How To Run Effective 1:1 Meetings - Opinionated Runbook
After failing my team with useless 1:1s, I built a framework that actually works: weekly meetings, team-driven agendas, and four key topics to cover every time. No more awkward silences or status updates. Just real conversations that build trust and catch problems early.
First thing you hear as a new Engineering Manager is "You should have regular 1:1s with your team." Sounds simple!
Only, it isn't.
According to various surveys, nearly half of employees rate their 1:1 experience as suboptimal. It's also a topic that many managers struggle with. They complain about low engagement, lack of meaningful conversation, and the feeling that they're just ticking checkboxes for the sake of it.
For such a critical management tool, there's surprisingly little consensus on how to run 1:1s properly. Most companies don't provide templates or guidance.
So managers wing it. They try their best, but end up falling into the same traps over and over. I certainly did.
Based on my years of experience as an engineering leader and lessons learned from mistakes, I've created this opinionated handbook on how to prepare and run 1:1 meetings as a manager.
Something that I wish I had back in the day.
It's designed to work in most of the situations you'll face. It targets 1:1s with your direct reports and will guide you step by step on how to set up, run, and manage your 1:1 meetings for maximum efficiency. Enjoy!
Team in the Centre
After running hundreds of 1:1 meetings with dozens of engineers and managers, I can encapsulate the essence of 1:1 meetings in this one sentence:
These meetings aren't for me. They're for my team.

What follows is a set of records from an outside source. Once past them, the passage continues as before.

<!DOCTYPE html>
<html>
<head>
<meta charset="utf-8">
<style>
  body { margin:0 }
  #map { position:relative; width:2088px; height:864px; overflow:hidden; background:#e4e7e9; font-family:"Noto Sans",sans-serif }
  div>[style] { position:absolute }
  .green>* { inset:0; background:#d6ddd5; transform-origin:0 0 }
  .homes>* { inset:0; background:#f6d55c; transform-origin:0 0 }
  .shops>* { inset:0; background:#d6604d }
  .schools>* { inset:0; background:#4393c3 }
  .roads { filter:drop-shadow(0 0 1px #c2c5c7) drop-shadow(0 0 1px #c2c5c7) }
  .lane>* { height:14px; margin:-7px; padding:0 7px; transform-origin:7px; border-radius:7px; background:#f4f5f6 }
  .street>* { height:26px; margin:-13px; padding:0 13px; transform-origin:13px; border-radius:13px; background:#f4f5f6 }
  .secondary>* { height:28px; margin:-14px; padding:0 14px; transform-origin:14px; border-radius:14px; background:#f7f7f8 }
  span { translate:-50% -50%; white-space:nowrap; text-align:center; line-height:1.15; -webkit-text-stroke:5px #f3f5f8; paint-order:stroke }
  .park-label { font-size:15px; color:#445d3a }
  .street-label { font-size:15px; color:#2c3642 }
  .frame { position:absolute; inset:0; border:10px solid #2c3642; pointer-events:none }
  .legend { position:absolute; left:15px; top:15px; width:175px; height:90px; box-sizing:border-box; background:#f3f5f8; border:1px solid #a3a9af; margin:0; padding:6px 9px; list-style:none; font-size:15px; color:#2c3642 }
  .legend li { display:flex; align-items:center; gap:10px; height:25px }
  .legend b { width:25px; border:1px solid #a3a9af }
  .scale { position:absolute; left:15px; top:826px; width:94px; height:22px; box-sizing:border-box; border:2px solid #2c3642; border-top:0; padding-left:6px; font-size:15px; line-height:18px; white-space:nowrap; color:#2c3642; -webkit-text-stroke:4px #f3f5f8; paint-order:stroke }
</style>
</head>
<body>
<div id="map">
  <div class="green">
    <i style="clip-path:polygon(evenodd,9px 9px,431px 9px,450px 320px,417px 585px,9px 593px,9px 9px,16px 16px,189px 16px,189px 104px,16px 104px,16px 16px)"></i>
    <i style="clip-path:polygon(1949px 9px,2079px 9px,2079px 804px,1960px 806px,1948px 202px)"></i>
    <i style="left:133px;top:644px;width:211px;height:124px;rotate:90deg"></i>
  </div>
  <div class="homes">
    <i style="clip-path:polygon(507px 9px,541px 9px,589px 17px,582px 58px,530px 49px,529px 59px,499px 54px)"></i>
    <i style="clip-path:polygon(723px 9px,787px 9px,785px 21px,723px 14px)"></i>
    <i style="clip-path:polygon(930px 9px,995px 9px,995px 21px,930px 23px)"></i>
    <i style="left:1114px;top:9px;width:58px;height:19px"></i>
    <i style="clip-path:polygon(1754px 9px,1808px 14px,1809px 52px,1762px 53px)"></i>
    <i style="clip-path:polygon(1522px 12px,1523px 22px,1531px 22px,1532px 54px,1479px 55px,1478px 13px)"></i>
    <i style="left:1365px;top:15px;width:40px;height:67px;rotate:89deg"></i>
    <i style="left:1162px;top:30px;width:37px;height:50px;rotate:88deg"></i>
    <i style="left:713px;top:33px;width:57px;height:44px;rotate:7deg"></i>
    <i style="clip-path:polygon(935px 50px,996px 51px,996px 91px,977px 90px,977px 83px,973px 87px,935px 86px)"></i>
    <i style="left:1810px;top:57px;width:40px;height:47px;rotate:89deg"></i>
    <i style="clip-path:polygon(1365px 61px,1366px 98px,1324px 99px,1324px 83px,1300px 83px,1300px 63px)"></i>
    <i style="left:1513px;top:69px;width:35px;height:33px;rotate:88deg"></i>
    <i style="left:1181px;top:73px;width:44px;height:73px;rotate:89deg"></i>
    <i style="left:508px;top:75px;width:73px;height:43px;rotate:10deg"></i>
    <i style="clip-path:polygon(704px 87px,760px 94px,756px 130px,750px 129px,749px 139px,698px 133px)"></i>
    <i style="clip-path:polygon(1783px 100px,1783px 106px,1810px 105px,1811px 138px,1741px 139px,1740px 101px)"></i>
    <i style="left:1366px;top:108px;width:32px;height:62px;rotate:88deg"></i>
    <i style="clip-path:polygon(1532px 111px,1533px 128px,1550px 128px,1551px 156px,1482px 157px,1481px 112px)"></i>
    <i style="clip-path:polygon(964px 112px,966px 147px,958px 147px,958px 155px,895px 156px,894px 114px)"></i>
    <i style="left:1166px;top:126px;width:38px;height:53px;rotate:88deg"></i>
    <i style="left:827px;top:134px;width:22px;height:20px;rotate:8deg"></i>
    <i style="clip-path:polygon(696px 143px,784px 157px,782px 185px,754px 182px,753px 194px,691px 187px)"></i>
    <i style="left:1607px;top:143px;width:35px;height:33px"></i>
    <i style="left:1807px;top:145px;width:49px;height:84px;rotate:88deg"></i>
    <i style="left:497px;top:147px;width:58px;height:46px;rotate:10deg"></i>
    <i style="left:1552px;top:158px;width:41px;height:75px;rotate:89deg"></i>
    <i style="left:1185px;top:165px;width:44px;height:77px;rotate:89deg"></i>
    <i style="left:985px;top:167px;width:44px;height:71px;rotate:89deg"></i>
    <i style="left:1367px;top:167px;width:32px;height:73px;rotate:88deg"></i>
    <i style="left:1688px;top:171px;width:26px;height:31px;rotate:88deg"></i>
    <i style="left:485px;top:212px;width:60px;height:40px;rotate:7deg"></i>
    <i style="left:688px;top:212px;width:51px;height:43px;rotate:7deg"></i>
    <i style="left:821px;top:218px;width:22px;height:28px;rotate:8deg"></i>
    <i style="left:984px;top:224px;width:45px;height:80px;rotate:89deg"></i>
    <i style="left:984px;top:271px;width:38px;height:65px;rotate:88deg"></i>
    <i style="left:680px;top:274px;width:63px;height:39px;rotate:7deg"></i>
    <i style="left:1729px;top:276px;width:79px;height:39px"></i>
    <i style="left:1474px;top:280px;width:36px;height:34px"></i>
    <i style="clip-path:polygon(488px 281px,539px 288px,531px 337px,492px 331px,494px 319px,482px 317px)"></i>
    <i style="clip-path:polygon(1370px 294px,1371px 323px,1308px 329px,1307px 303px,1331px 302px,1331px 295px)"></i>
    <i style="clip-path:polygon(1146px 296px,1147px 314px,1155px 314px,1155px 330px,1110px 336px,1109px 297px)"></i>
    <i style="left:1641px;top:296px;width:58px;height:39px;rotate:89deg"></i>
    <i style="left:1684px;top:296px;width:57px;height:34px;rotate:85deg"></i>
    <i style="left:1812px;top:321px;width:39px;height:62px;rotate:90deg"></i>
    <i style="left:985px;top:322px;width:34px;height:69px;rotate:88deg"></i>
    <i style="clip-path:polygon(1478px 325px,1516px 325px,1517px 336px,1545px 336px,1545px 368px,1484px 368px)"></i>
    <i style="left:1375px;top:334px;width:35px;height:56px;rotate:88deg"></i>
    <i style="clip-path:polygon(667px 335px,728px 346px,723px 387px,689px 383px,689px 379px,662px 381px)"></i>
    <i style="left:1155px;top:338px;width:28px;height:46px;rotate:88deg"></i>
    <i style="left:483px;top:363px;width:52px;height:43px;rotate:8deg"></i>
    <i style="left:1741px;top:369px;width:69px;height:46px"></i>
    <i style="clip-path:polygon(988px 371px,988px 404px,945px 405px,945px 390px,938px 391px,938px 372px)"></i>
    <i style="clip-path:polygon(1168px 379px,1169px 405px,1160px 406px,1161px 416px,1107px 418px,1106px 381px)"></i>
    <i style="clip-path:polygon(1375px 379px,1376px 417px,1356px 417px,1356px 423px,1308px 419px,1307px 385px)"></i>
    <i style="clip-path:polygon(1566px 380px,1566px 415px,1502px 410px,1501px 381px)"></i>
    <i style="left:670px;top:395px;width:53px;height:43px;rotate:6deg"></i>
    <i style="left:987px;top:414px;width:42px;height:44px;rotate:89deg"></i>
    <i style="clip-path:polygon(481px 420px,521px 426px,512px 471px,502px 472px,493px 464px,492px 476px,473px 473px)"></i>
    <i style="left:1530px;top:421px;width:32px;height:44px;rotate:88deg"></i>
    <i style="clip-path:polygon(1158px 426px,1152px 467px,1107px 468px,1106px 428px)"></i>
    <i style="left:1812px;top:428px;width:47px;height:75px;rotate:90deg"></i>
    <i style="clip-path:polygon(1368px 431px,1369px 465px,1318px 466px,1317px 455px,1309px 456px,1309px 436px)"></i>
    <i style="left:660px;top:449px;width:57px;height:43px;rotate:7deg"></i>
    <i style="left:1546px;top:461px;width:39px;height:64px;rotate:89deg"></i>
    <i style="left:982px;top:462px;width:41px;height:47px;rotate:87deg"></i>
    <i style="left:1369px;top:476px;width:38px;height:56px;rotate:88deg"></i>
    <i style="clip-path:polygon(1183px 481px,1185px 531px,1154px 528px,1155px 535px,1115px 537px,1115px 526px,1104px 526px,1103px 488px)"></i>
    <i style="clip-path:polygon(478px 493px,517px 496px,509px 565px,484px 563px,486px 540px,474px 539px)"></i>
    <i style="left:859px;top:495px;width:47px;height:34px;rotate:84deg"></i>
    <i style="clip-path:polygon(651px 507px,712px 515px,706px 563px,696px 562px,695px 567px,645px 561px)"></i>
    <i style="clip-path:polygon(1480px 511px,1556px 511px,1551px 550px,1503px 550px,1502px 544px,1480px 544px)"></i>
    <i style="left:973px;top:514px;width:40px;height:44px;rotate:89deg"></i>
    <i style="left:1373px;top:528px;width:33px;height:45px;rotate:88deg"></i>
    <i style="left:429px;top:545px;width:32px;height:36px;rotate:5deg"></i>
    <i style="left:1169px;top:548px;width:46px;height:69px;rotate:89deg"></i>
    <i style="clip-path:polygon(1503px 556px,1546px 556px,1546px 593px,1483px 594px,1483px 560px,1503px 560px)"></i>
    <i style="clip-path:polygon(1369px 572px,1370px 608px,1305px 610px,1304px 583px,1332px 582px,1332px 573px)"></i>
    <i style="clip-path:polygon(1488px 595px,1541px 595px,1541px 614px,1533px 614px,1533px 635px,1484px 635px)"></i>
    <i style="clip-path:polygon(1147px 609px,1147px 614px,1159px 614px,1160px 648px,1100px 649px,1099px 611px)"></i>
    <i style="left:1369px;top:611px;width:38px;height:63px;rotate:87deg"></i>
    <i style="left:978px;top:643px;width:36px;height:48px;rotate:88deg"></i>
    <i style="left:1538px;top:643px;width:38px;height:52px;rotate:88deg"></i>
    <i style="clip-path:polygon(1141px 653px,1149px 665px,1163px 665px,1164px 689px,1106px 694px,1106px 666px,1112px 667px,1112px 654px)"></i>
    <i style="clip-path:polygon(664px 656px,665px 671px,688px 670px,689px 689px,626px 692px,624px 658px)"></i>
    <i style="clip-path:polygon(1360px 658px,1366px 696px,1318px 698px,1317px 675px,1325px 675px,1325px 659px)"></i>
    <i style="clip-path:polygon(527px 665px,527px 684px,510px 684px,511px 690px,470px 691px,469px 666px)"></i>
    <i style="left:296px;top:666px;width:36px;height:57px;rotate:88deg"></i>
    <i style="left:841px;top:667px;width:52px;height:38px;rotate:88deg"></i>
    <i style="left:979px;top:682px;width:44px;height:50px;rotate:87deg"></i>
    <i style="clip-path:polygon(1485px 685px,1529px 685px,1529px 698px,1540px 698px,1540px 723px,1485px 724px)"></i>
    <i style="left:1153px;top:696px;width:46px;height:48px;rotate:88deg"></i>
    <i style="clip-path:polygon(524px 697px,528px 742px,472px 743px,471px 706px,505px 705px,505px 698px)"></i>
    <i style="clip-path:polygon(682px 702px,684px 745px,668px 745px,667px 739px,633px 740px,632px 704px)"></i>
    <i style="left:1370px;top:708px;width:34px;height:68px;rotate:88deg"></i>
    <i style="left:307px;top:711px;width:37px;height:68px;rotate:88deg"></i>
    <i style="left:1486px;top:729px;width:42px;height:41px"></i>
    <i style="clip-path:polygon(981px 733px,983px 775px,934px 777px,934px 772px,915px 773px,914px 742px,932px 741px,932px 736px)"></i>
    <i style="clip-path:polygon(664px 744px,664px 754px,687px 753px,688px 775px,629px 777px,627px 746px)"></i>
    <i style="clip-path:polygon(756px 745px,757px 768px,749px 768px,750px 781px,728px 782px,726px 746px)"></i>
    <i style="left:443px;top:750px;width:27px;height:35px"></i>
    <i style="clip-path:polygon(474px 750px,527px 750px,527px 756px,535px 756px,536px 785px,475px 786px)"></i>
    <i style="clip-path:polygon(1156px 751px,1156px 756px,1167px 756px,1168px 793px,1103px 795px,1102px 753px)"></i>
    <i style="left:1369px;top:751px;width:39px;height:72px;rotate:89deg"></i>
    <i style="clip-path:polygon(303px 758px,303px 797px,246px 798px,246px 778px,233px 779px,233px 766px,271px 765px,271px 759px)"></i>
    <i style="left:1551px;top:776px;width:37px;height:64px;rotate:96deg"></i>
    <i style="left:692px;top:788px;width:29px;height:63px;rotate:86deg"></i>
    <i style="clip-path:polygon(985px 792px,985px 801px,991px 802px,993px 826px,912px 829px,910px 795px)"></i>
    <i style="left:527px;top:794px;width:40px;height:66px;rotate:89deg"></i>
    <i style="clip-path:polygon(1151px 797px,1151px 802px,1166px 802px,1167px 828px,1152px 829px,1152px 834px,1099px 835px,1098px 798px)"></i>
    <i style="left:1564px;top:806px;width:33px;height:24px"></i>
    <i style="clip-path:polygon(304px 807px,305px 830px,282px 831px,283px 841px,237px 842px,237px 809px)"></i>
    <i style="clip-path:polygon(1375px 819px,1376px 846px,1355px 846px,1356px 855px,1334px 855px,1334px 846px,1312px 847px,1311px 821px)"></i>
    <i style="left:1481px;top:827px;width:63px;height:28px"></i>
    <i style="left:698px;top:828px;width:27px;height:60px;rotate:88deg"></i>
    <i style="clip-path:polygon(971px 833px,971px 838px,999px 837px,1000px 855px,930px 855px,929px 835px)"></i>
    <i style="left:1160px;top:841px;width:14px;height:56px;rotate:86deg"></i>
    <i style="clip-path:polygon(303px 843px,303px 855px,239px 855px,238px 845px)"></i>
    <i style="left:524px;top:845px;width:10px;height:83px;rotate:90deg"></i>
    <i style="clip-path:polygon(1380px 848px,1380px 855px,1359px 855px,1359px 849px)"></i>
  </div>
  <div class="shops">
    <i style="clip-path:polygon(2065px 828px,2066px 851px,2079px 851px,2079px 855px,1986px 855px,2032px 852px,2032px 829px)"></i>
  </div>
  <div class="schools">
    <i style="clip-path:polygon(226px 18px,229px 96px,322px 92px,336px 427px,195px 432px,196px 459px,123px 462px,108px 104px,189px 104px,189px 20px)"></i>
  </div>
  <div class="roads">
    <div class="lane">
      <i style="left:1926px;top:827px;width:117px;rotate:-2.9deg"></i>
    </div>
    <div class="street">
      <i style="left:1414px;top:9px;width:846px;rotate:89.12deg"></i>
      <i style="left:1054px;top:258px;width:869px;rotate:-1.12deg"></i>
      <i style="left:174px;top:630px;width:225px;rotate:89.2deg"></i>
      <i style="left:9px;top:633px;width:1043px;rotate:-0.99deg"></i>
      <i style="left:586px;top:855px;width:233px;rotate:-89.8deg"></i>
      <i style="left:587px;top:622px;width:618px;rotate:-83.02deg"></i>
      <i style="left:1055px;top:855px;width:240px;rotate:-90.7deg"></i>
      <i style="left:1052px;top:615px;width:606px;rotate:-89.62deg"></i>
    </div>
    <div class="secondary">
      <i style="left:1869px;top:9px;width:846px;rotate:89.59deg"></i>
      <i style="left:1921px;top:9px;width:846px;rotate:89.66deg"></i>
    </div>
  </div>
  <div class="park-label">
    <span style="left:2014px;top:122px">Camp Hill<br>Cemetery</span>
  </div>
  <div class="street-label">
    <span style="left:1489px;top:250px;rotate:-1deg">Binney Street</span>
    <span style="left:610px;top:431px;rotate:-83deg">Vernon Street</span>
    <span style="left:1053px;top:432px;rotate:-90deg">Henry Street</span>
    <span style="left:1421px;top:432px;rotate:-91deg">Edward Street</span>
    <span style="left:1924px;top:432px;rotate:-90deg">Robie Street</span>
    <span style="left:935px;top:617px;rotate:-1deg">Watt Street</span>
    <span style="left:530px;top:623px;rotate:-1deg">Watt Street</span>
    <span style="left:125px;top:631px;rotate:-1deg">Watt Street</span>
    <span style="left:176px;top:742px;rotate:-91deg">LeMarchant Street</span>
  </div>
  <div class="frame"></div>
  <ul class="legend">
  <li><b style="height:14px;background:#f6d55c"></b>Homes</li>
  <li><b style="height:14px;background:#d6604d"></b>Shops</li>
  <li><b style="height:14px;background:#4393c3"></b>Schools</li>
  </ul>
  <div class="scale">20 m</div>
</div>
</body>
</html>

It sounds obvious now, but I'd been approaching 1:1s all wrong. I'd show up with my agenda, my questions, my concerns about the project. I was using this time to extract information and get status updates. To get what I needed from them. Instead, I needed to focus on what they need from me.
My 1:1s finally started to be meaningful when I flipped the script entirely. Instead of bringing just my agenda to the table, I ask my reports to bring theirs. Instead of talking, I listen. I'm there to help, not to review.

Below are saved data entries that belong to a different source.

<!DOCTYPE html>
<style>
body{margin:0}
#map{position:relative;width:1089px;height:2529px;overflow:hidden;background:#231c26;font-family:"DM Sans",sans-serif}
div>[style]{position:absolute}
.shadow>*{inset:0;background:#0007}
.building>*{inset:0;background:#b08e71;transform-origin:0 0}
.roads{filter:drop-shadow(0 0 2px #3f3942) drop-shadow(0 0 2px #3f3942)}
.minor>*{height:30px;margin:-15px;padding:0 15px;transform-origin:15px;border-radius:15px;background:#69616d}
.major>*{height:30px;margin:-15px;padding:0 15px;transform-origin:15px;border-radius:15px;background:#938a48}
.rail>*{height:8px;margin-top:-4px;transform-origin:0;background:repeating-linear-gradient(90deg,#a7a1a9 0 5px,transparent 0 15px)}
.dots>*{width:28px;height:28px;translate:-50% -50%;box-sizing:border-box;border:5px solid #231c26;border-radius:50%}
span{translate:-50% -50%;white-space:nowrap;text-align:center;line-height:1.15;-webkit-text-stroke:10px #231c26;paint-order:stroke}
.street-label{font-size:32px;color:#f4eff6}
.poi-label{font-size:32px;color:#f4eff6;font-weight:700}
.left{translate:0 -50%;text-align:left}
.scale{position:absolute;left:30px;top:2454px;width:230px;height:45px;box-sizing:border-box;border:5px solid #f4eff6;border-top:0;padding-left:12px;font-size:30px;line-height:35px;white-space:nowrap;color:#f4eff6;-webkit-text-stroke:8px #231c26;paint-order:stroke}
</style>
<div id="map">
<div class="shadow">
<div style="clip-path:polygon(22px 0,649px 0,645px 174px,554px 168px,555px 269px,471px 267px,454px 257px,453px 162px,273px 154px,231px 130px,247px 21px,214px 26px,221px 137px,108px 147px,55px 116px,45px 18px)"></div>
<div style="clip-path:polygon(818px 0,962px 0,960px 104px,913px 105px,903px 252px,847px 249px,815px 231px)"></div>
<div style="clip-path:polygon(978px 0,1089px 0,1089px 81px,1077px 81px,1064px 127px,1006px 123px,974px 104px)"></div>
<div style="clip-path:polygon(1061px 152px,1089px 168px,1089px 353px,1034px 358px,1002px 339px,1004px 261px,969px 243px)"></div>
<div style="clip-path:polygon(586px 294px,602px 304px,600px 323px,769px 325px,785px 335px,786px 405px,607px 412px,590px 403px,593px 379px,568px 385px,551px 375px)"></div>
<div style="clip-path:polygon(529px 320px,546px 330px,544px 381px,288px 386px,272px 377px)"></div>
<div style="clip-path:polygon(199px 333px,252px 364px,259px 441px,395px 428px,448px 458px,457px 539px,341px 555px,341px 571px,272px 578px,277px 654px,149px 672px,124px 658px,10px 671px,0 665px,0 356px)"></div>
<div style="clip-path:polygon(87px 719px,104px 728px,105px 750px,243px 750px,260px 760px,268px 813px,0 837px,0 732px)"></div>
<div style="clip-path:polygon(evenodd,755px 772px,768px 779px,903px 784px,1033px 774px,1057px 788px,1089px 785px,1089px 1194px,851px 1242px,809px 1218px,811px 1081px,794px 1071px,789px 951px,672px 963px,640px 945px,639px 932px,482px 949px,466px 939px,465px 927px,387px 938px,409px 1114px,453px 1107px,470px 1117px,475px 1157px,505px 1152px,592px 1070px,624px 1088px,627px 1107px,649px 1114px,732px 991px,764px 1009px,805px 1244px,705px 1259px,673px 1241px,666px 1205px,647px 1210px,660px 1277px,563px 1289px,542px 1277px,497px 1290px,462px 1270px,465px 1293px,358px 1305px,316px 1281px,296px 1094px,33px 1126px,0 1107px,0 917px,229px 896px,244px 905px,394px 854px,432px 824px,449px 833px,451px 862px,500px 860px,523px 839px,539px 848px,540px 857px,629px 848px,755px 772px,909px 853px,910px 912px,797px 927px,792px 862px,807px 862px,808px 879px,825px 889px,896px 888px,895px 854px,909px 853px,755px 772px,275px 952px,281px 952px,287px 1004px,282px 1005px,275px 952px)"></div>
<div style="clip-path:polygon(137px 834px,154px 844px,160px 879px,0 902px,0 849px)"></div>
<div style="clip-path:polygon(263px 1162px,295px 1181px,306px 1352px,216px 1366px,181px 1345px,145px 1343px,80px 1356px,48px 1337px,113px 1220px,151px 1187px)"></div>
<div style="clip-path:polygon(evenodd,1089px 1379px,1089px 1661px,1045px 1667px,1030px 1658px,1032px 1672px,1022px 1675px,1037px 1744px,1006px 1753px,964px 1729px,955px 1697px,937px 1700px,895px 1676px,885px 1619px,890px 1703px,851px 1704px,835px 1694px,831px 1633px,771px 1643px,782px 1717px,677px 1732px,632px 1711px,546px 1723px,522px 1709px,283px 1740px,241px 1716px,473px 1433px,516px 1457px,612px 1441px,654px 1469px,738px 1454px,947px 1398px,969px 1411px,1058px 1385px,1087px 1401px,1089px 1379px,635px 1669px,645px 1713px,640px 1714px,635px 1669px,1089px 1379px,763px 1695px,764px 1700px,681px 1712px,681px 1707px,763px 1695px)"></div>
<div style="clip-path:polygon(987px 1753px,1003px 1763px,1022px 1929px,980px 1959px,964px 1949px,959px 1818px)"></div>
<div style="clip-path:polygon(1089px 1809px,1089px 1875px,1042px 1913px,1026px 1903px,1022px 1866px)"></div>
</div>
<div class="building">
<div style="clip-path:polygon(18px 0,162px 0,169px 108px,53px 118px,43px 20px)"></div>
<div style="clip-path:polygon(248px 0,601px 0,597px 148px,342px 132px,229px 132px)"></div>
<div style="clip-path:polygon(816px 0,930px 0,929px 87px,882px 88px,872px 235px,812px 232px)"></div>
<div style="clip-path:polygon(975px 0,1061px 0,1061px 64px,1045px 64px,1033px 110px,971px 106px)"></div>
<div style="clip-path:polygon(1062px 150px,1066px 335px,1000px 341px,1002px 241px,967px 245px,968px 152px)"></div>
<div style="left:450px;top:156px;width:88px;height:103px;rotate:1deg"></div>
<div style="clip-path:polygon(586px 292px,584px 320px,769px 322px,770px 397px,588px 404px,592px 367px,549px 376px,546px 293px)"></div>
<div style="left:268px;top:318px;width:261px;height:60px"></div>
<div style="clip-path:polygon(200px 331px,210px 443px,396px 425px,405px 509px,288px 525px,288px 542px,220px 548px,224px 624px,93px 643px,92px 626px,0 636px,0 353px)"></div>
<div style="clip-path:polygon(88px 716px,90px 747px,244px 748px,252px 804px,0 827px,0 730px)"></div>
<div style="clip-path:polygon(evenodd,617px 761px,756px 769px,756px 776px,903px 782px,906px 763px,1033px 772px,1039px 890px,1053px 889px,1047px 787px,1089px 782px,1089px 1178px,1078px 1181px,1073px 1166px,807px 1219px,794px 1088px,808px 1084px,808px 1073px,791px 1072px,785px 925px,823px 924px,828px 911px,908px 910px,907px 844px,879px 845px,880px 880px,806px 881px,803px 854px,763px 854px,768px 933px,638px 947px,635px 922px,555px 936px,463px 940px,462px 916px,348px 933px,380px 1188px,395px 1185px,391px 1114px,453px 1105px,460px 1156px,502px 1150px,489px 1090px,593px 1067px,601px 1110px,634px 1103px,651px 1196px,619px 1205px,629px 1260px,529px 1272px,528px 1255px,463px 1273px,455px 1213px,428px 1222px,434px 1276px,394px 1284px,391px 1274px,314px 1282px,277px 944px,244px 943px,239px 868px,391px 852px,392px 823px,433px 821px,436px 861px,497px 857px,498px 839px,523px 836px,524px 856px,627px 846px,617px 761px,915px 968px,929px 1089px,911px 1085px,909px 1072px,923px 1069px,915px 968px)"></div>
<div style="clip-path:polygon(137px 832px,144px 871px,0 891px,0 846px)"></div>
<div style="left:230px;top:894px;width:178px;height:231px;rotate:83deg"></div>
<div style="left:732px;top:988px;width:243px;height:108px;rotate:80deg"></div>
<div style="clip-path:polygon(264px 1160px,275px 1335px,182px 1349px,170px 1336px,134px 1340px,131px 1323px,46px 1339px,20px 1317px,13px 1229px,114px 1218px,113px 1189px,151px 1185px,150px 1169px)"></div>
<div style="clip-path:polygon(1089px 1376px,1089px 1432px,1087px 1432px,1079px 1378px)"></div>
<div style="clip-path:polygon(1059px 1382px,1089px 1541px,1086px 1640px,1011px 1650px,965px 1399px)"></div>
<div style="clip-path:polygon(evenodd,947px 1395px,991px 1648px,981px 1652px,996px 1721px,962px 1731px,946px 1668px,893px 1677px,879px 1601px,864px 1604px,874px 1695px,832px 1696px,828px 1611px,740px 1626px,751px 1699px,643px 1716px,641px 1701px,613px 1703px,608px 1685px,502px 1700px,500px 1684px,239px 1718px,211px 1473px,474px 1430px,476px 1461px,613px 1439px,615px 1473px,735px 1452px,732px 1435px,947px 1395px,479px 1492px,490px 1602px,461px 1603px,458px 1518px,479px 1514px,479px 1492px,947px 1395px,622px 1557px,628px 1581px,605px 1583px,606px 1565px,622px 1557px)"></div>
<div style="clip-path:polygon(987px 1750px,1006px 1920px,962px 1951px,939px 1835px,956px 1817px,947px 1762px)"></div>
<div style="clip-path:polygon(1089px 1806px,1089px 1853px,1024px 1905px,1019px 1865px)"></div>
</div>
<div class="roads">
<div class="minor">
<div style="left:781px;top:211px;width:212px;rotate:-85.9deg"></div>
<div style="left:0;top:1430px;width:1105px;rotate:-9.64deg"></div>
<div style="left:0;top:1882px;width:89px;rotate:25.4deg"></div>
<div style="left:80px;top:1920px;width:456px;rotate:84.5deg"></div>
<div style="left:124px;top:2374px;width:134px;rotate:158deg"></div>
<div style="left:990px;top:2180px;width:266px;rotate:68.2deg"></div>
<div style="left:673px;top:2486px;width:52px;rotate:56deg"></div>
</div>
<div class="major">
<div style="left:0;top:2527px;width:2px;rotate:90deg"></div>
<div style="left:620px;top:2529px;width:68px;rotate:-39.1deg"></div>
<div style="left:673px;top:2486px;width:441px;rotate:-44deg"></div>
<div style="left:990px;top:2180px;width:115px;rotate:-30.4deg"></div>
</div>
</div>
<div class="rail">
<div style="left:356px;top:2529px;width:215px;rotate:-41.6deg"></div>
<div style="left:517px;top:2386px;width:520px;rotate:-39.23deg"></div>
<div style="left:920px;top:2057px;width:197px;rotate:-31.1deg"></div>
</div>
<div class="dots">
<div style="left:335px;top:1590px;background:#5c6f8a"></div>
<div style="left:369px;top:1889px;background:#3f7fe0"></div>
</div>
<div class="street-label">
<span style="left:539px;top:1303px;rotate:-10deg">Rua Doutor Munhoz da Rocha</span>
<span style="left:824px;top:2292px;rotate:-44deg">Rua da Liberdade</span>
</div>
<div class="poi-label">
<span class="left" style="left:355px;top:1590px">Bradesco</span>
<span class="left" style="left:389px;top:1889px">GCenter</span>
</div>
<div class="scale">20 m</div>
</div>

Once I understood this, everything else fell into place.
Expected Outcome
Why do I bother with one-on-one meetings? Why should I invest my time and effort in them? What outcome do I expect to get in return?
- I want to build relationships - one-on-one meetings help me establish strong, trusting relationships with my teammates, which is essential for a positive work environment and open, honest communication.
- Give and receive feedback - these meetings are a perfect place to give (and ask for!) feedback, helping both me and my reports grow and improve in our roles.
- Share and address concerns - I want my teammates to have a safe place to voice their concerns, discuss challenges, and seek guidance.
- Foster personal growth - I want to both guide my reports on how they can grow in their roles and monitor their progress toward their personal development goals.
Scheduling 1:1 Meetings
I strongly recommend having weekly 1:1s with direct reports. Weekly meetings let me build momentum. I can follow up on conversations from last week while they're still fresh. I can catch small problems before they become big ones. I can maintain continuity in discussing someone's growth and development.
I do sometimes switch to a bi-weekly schedule if my direct reports are senior enough or if we have close daily contact. Anything less frequent and I lose the thread. The meetings become these big, heavy check-ins instead of natural, flowing conversations.
And yes, I stopped cancelling them. Ever. Even when deadlines loom. Especially when deadlines loom. That's when my team needs me most.
Preparing Agenda
As I like to say, if a meeting is important enough to schedule, it should have an agenda, and a one-on-one is no exception.
The key factor here is that I don't drive the agenda of this meeting on my own. I ask my teammates to bring their topics to the table. But if I just leave this responsibility to them, they may struggle, especially in the beginning, with knowing what they should talk about.
To help them, I established a framework to guide them. I prepare a high-level agenda of topics that should be discussed in 1:1s and ask them to fill in the details before every meeting. This allows me to set up a guiding rail and nudge them to contribute.